What Counts as Knowledge
Summary
This post provides technical definition of knowledge grounded in Information Theory and Physics of Agency framework, addressing traditional “justified true belief” problems including Gettier cases. Knowledge is pattern-encoded information within agent’s predictive structure reliably and quantifiably reducing Shannon entropy (uncertainty) regarding future events/states across quantum-branching timelines. Three components: (1) Pattern Identifier—reproducible structure (neural configuration, logical rule, algorithm, cultural convention) enabling consistent predictions; (2) Reliability—PI consistently reduces uncertainty across scenarios; (3) Entropy Reduction—quantifiable Shannon entropy decrease in bits, providing objective predictive capability metric. Definition tested against scenarios: weather forecasts (knowledge), false beliefs (fail—no reliable entropy reduction), Gettier problems (fail—no reliable predictability), quantum uncertainty (epistemic vs. ontic distinction), random guesses (fail), tacit knowledge/skills (pass), cultural knowledge (pass), conditional knowledge (context-dependent pass), QBU branching knowledge (pass), raw data without agency (fail). Integrates with Conditionalist and QBU frameworks, emphasizing agent-centricity, measurability, practical action-facilitation.
Key Concepts
- Pattern-encoded information – Knowledge as reproducible structure within agent enabling predictions, not isolated beliefs.

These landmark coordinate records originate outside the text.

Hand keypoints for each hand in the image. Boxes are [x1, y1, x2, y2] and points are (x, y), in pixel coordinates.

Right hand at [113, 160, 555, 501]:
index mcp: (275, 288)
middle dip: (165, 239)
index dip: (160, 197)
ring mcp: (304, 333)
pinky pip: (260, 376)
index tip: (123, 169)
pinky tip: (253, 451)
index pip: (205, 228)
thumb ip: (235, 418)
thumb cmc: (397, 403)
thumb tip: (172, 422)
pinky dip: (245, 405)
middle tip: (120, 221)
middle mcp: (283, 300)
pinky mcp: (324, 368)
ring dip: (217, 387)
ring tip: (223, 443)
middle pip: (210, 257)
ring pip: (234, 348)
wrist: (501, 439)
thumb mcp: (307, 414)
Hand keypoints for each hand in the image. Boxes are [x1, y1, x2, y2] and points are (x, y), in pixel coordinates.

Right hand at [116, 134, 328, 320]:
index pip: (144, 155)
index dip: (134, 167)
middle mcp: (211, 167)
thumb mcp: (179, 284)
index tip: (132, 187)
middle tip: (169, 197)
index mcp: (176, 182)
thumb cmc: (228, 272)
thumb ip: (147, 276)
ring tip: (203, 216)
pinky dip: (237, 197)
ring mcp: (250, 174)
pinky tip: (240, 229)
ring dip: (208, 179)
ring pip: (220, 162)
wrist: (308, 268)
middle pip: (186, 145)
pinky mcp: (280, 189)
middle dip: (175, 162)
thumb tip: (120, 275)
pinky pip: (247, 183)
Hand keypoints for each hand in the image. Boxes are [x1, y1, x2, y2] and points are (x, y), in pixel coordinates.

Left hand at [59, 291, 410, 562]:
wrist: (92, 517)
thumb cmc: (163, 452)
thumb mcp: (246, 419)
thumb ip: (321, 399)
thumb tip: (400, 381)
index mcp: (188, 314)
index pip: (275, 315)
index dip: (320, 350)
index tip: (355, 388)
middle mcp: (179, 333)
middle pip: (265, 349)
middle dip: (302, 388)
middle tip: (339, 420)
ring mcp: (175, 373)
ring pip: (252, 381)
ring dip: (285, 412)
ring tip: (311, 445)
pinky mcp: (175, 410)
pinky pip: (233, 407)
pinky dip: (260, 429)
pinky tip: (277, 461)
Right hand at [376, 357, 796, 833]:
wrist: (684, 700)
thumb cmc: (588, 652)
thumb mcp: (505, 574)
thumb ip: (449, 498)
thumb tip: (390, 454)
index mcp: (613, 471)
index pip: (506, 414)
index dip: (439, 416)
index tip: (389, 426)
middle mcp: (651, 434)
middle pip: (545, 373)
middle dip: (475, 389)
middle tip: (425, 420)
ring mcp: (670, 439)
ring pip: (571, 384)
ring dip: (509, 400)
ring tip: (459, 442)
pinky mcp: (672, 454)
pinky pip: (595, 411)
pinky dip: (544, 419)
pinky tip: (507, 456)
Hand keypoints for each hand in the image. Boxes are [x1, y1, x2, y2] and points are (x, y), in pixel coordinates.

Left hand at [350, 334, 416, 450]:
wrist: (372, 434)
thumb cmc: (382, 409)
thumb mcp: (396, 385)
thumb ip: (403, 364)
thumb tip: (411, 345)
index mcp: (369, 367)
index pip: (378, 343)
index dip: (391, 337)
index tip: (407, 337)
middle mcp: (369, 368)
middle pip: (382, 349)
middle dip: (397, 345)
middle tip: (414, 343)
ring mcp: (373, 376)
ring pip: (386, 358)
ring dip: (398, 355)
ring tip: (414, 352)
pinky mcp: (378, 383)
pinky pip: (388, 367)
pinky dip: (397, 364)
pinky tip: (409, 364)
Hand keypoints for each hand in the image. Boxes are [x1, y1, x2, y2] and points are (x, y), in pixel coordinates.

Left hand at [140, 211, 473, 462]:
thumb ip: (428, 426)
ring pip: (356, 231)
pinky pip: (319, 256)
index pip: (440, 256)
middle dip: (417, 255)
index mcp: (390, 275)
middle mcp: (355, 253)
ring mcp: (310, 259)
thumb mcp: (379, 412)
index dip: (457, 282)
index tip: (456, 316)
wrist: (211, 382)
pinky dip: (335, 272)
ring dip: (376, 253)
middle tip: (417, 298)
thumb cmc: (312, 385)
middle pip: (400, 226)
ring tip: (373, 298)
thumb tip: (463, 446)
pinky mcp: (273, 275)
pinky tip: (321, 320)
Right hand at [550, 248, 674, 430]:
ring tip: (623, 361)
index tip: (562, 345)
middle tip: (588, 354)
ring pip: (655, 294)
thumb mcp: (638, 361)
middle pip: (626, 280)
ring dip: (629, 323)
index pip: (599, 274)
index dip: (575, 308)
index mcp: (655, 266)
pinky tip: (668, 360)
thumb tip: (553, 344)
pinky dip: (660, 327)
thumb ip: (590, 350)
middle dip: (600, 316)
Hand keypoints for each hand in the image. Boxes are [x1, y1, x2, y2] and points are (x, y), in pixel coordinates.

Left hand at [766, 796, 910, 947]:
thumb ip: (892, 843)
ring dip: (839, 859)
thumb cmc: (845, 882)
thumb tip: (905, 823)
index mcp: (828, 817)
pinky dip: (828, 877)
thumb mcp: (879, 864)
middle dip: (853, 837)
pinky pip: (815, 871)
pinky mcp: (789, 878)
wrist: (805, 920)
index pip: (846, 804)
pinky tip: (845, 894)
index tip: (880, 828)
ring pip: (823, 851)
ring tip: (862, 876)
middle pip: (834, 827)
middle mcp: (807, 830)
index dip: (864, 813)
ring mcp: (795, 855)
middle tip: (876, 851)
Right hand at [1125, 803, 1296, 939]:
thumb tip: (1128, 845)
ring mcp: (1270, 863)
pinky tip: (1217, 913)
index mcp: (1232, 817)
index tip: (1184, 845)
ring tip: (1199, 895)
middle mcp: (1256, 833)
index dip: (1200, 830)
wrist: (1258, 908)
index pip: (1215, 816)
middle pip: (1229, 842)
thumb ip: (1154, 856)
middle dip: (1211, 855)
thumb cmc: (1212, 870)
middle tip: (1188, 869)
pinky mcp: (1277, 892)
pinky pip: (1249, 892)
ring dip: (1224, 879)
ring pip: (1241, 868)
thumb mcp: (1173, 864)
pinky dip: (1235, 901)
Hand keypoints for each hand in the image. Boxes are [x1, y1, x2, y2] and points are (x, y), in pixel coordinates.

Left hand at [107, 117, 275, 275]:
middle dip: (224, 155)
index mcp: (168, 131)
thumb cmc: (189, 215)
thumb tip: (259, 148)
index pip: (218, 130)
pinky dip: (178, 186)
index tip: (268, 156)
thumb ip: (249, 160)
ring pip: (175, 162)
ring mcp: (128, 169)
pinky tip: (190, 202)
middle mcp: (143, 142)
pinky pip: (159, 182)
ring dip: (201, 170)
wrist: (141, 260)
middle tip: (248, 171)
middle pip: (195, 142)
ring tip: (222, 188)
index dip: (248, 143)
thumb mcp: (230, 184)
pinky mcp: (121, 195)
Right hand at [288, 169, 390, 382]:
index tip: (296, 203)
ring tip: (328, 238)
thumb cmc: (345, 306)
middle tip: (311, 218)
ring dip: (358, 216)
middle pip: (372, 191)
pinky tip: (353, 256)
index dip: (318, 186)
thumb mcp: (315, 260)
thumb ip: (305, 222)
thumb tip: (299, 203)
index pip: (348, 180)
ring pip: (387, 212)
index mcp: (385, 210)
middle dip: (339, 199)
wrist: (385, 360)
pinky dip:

- Shannon entropy reduction – Quantifiable uncertainty decrease in bits as objective knowledge metric.
- Reliability criterion – Consistent entropy reduction across scenarios validates knowledge status.
- Agent-centricity – Knowledge requires agent’s predictive structure; raw data insufficient.
- Epistemic vs. ontic uncertainty – Incomplete agent knowledge versus irreducible quantum-mechanical branching.
- Gettier resolution – Stopped clock scenario fails reliability criterion despite justified true belief.
- Quantum Branching Universe integration – Knowledge enables steering choices toward favorable branching outcomes.
Evolution Notes
- Continues “What Counts as X” series with most technically sophisticated definition yet.
- Integrates multiple earlier frameworks: Physics of Agency, Conditionalism, QBU, information theory.
- Demonstrates cumulative theory-building: later work leveraging earlier conceptual foundations.
- Provides formal alternative to traditional analytic epistemology using computational/physical concepts.
- Emphasizes measurability and operationalization—knowledge assessable via entropy calculations.
- Reflects Axio’s scientific naturalism: philosophical concepts grounded in physics/information theory.
- Tacit knowledge inclusion challenges traditional propositional-only epistemology.
Tags
- epistemology
- knowledge
- information theory
- Shannon entropy
- Gettier problems
- justified true belief
- Physics of Agency
- quantum branching universe
Cross-References
Open Questions
- How do we measure Shannon entropy reduction for non-formalized knowledge (intuitions, aesthetic judgments)?
- Does the definition exclude knowledge of necessary truths (mathematical, logical) that don’t reduce contingent uncertainty?
- Can collective/distributed knowledge exist, or only individual agents possess knowledge?
- How does this framework handle self-knowledge and metacognition (knowledge about one’s own knowledge)?
- Does the agent-centricity criterion anthropomorphize knowledge unacceptably, excluding “objective” facts?
- How do we reconcile measurable entropy reduction with phenomenological aspects of knowing?
- Can the definition handle knowledge of singular past events that don’t enable future predictions?